Superconductor-Quantum Dot (SC-QD) coupling is a subject of an intense research effort. We report on SC-QD devices realized in Van der Waals tunneling heterostructures consisting of transition metal dichalcogenide (TMD) semiconducting barrier and the 2-band superconductor NbSe₂. The QDs in our study are naturally occurring defects in the TMD barrier. As reported earlier by Dvir et. al. [1] , Andreev Bound states may form due to proximitized defects in an NbSe₂-WSe₂ system. Here we focus on two device structures. In the first, tunneling through an MoS₂ barrier into a graphene-NbSe₂ stack reveals zero-energy Kondo features which arise due to the presence of carriers associated with the NbSe₂ low-energy band turning normal.
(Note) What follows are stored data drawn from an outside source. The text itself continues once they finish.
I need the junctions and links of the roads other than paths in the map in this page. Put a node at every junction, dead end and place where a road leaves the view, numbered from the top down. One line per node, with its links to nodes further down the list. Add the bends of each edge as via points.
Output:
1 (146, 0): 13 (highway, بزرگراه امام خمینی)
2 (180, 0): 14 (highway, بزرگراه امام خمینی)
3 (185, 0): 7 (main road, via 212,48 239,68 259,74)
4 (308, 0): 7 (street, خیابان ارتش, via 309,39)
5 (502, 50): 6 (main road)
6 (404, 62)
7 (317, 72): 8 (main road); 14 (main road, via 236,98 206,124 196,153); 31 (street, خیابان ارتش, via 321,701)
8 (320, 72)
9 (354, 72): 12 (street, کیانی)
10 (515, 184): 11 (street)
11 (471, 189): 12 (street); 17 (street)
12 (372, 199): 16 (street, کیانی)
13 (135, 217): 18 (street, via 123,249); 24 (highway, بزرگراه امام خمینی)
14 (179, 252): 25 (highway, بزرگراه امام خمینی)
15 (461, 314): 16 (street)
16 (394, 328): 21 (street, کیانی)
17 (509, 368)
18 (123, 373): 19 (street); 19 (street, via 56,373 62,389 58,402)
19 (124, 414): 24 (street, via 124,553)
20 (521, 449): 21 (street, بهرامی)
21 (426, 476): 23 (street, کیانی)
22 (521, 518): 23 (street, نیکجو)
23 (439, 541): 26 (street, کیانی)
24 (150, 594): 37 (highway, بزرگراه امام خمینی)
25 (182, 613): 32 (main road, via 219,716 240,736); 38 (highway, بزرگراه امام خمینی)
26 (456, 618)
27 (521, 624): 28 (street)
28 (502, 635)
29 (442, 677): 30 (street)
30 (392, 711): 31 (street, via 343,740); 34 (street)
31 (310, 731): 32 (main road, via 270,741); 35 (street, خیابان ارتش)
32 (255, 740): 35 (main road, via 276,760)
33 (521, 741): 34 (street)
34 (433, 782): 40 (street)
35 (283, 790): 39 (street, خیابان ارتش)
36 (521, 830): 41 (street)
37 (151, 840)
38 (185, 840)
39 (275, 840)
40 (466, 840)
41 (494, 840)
In the 2^nd device, defect-dot energies are tunable by use of a graphene tunneling electrode which permits the penetration of electric field from an electrostatic gate. This allows the QD to be used as spectroscopic probe to study resonant tunnelling into the superconductor, allowing low-energy spectroscopy of the inner band of NbSe₂.

Reference

[1] T. Dvir, M. Aprili, C. H. L. Quay, and H. Steinberg, Phys Rev Lett 123, 217003 (2019).